高校に入り、その先を考えた時、柊の寂しげな視線がどうしても浮かんできて、上手く処理できない俺は進路指導室に向かう。


「なら…心療内科系のカウンセラーや、
直接的なら栄養学やアレルギーに
ついて学んで、病院や食品会社に
勤めるとか…
そこまででなくてもっていうなら、
そうだなぁ…院内学級の教師に
なるために保育や、小学校の
教員免許とるとか、か?」


いろいろと言ってくれたなかで、俺の思うものと重なったのは、病院食等を研究したり、扱う仕事で、有るなら資格を取ることだった。

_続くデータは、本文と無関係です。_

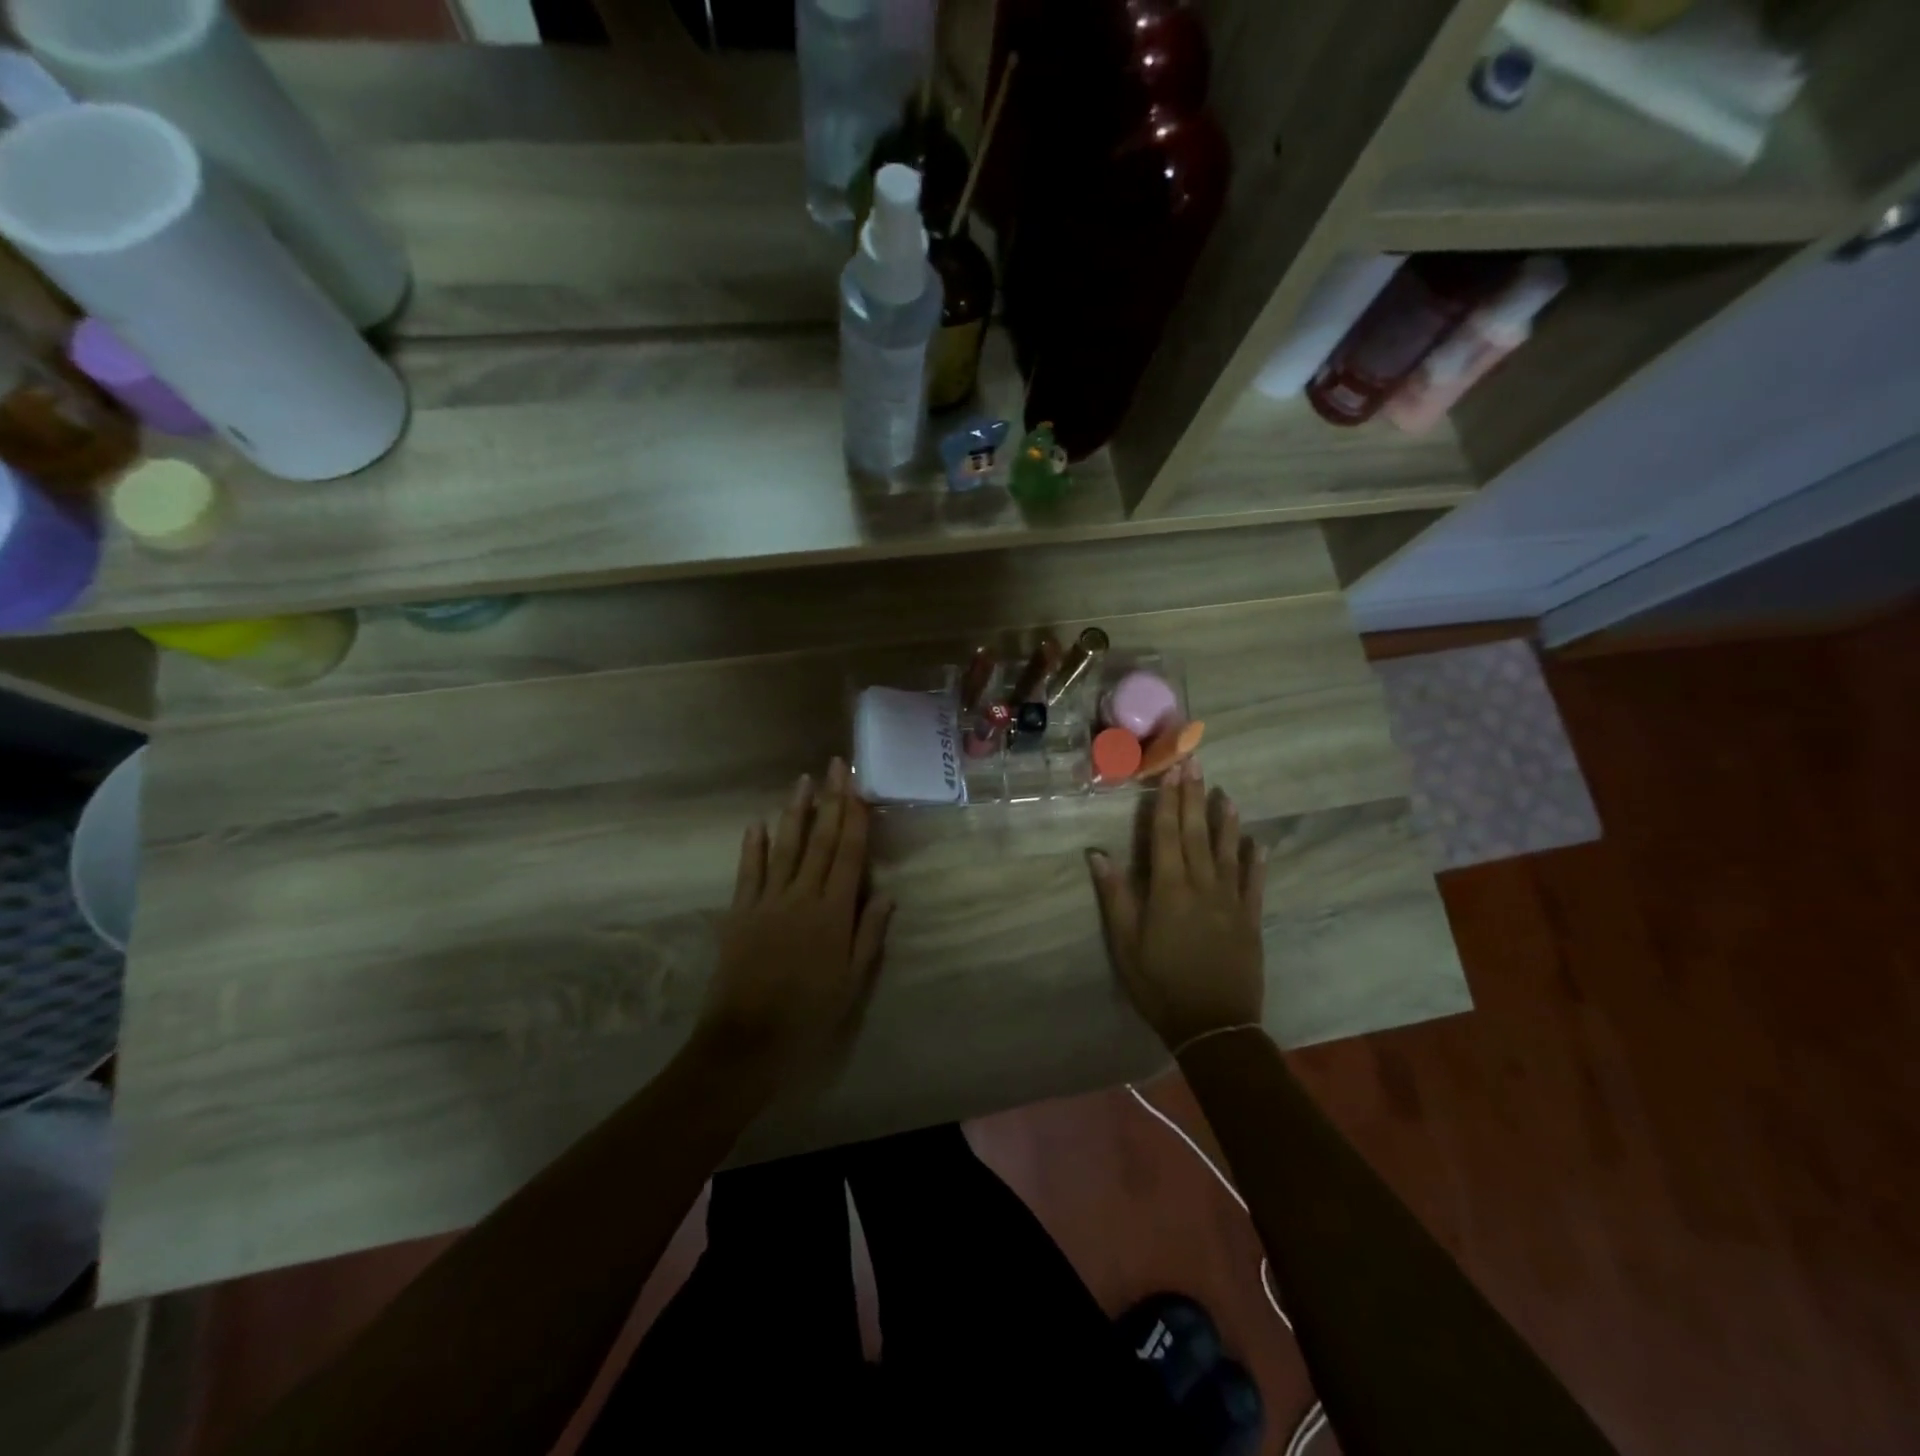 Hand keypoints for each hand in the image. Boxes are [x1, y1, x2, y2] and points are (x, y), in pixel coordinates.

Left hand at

柊に、柊達に…制限があっても笑顔になれる食べ物を作ってやりたい…


進学先は『食品生命や食品ビジネス』のある学科に決めた。


そしてそこから、学力と相談で大学をきめ、家では母親に菓子などの作り方を教わるようになった。


調理は思いの外楽しく、面白かった。


いつの間にか、その手の事が苦手な蒼にもねだられるようになってた。


柊には、看護師にちゃんと聞いてから大丈夫な材料だけでクッキーを作った。


初めて会ってから2年経って今は通院してる柊は、照れ臭そうに「しょうがないから食べてやる」って口に一杯入れてた。


そして、一言…


「うまい…」


俺の夢がくっきりと形になった瞬間だった。